ROSSETTI, Dante Gabriel (1828-1882). Poems. London: F.S. Ellis, 1870.
8° (220 x 235mm). Original green morocco, with gilt floral mosaic designs after Rossetti stamped on covers and spine, some leaves uncut (front cover and spine detached), morocco-backed green cloth slipcase. With autograph letter signed ('D.G. Rossetti') to F.S. Ellis, n.p., n.d. ('Wed[nesda]y night'), one page, 8°, tipped in; newspaper clipping inserted. Provenance: presentation copy from William Michael Rossetti to Hannah Jane Lampson, later Hannah Jane Locker (inscribed on front end-leaf by William M. Rossetti 'Hannah Jane Lampson with all good wishes from W.m M. Rossetti;' signature beneath of 'Lucy M. Rossetti June 1874;' bookplate). Purchased from Parke-Bernet, New York, 2 October 1944, $70. With an autograph letter signed ('W.M. Rossetti') to Frederick Locker, Somerset House, 22 June [1870?], 3 pages, 8°, tipped in on back end-leaf; photograph of D.G. Rossetti pasted to verso of front cover; one-page autograph verse manuscript by D.G. Rossetti, 4to, first line 'The window thou, a youth, hast sought,' also tipped in.
FIRST EDITION, ONE OF 25 COPIES PRINTED ON LARGE PAPER, PRESENTATION COPY INSCRIBED BY THE AUTHOR'S BROTHER, WITH AN AUTOGRAPH VERSE MANUSCRIPT BY ROSSETTI. This was Rossetti's first major appearance as a poet in his own right.
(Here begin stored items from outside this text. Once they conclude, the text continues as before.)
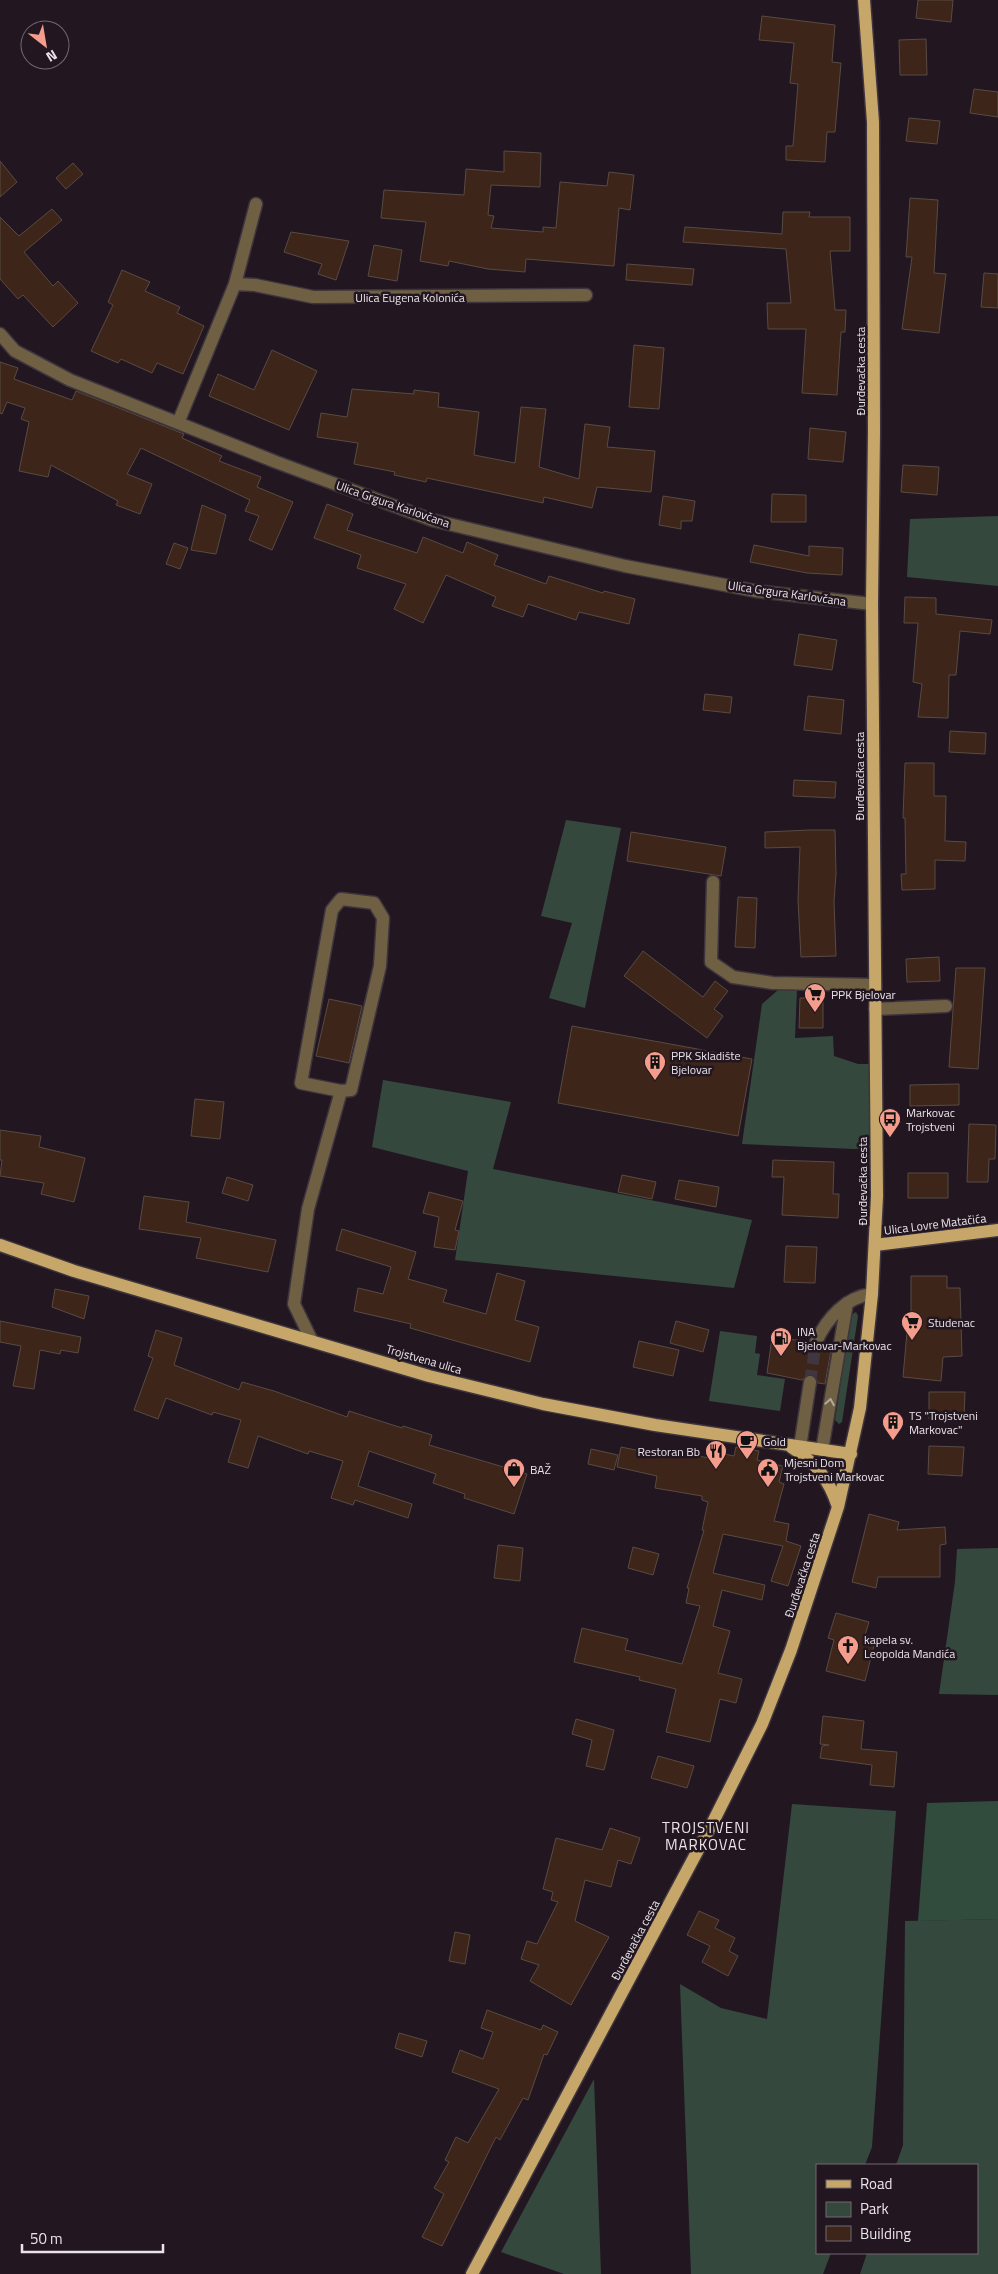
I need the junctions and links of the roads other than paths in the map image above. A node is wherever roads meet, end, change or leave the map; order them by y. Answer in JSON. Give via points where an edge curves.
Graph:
{"nodes":[{"id":1,"x":864,"y":0,"type":"edge"},
{"id":2,"x":256,"y":204,"type":"dead end"},
{"id":3,"x":235,"y":284,"type":"junction"},
{"id":4,"x":586,"y":295,"type":"dead end"},
{"id":5,"x":0,"y":334,"type":"edge"},
{"id":6,"x":178,"y":422,"type":"junction"},
{"id":7,"x":872,"y":604,"type":"junction"},
{"id":8,"x":713,"y":882,"type":"dead end"},
{"id":9,"x":875,"y":985,"type":"junction"},
{"id":10,"x":946,"y":1006,"type":"dead end"},
{"id":11,"x":875,"y":1009,"type":"junction"},
{"id":12,"x":340,"y":1091,"type":"junction"},
{"id":13,"x":998,"y":1230,"type":"edge"},
{"id":14,"x":0,"y":1245,"type":"edge"},
{"id":15,"x":875,"y":1245,"type":"junction"},
{"id":16,"x":872,"y":1294,"type":"junction"},
{"id":17,"x":847,"y":1303,"type":"junction"},
{"id":18,"x":312,"y":1341,"type":"junction"},
{"id":19,"x":816,"y":1342,"type":"tunnel mouth"},
{"id":20,"x":810,"y":1382,"type":"tunnel mouth"},
{"id":21,"x":786,"y":1444,"type":"junction"},
{"id":22,"x":800,"y":1447,"type":"junction"},
{"id":23,"x":822,"y":1450,"type":"junction"},
{"id":24,"x":851,"y":1454,"type":"junction"},
{"id":25,"x":838,"y":1507,"type":"junction"},
{"id":26,"x":472,"y":2274,"type":"edge"}],
"edges":[{"from":1,"to":7,"type":"main road","name":"Đurđevačka cesta","via":[[873,122]]},
{"from":2,"to":3,"type":"street"},
{"from":3,"to":4,"type":"street","name":"Ulica Eugena Kolonića","via":[[313,297]]},
{"from":3,"to":6,"type":"street"},
{"from":5,"to":6,"type":"street","name":"Ulica Grgura Karlovčana","via":[[15,351],[70,380]]},
{"from":6,"to":7,"type":"street","name":"Ulica Grgura Karlovčana","via":[[432,520],[625,566],[756,591]]},
{"from":7,"to":9,"type":"main road","name":"Đurđevačka cesta"},
{"from":8,"to":9,"type":"street","via":[[711,962],[733,977],[773,983]]},
{"from":9,"to":11,"type":"main road","name":"Đurđevačka cesta"},
{"from":10,"to":11,"type":"street"},
{"from":11,"to":15,"type":"main road","name":"Đurđevačka cesta"},
{"from":12,"to":12,"type":"street","via":[[301,1083],[332,910],[341,899],[374,903],[383,918],[380,966],[351,1090]]},
{"from":12,"to":18,"type":"street","via":[[308,1209],[294,1304]]},
{"from":13,"to":15,"type":"main road","name":"Ulica Lovre Matačića"},
{"from":14,"to":18,"type":"main road","name":"Trojstvena ulica","via":[[74,1271]]},
{"from":15,"to":16,"type":"main road","name":"Đurđevačka cesta"},
{"from":16,"to":17,"type":"street","via":[[860,1295]]},
{"from":16,"to":24,"type":"main road","name":"Đurđevačka cesta","via":[[867,1358]]},
{"from":17,"to":19,"type":"street","via":[[823,1327]]},
{"from":23,"to":17,"type":"street","one_way":true},
{"from":18,"to":21,"type":"main road","name":"Trojstvena ulica","via":[[429,1376],[543,1404],[655,1425]]},
{"from":20,"to":22,"type":"street"},
{"from":21,"to":22,"type":"main road","name":"Trojstvena ulica"},
{"from":21,"to":25,"type":"main road","via":[[818,1467],[832,1489]]},
{"from":22,"to":23,"type":"main road","name":"Trojstvena ulica"},
{"from":23,"to":24,"type":"main road","name":"Trojstvena ulica"},
{"from":24,"to":25,"type":"main road","name":"Đurđevačka cesta"},
{"from":25,"to":26,"type":"main road","name":"Đurđevačka cesta","via":[[791,1650],[762,1724]]}]}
It was made possible by the exhumation of his manuscripts from his wife, Lizzie Siddal's coffin, an affair handled by Charles Augustus Howell. The volume contains fifty sonnets for the proposed 'House of Life' sequence, including 'Nuptial Sleep,' the poem which figured so largely in the 'Fleshly School' controversy and was eventually suppressed in the 1881 edition. The autograph manuscript by Rossetti comprises three stanzas of six lines each, with corrections displayed in two lines. It constitutes part of the poem 'Dante of Verona,' the corrected version of which appears on page 94 of this volume. Rossetti's letter to his publisher F.S. Ellis gives the full address of Sir Sidney Colvin, with instructions that he be put in the list of 'those who should receive completed sets now.' Colvin, a young Cambridge don, had been introduced into Rossetti's circle by Edward Jones. In his essay Famous Voices I Have Heard, Colvin declared of his friend Rossetti that 'in reading or recitation, and not to a much less extent in daily talk, he was the greatest magician of them all. [He] had a profound effect in stirring the senses and souls of his hearers.' Rossetti refers to this copy of the Poems in a letter to Frederick Locker, in which he explains that he is sending a present in 'the form of some literary performance done by our family, and inscribed with the name of Miss. Lampson,' emphasizing that it is 'almost' the only copy of the large paper issue 'distinguished by being bound in that same design, my brother's own, wh[ich] appears on the ordinary cloth-covered copies. Other large-paper specimens are only in sheets, or else in boards.' He also encloses 'a photograph of my brother and a specimen of his writing,' which consists of 'certain stanzas of the poem, Dante in Verona, which forms one of the contents of the volume.' Fennell, Dante Gabriel Rossetti, p. 9.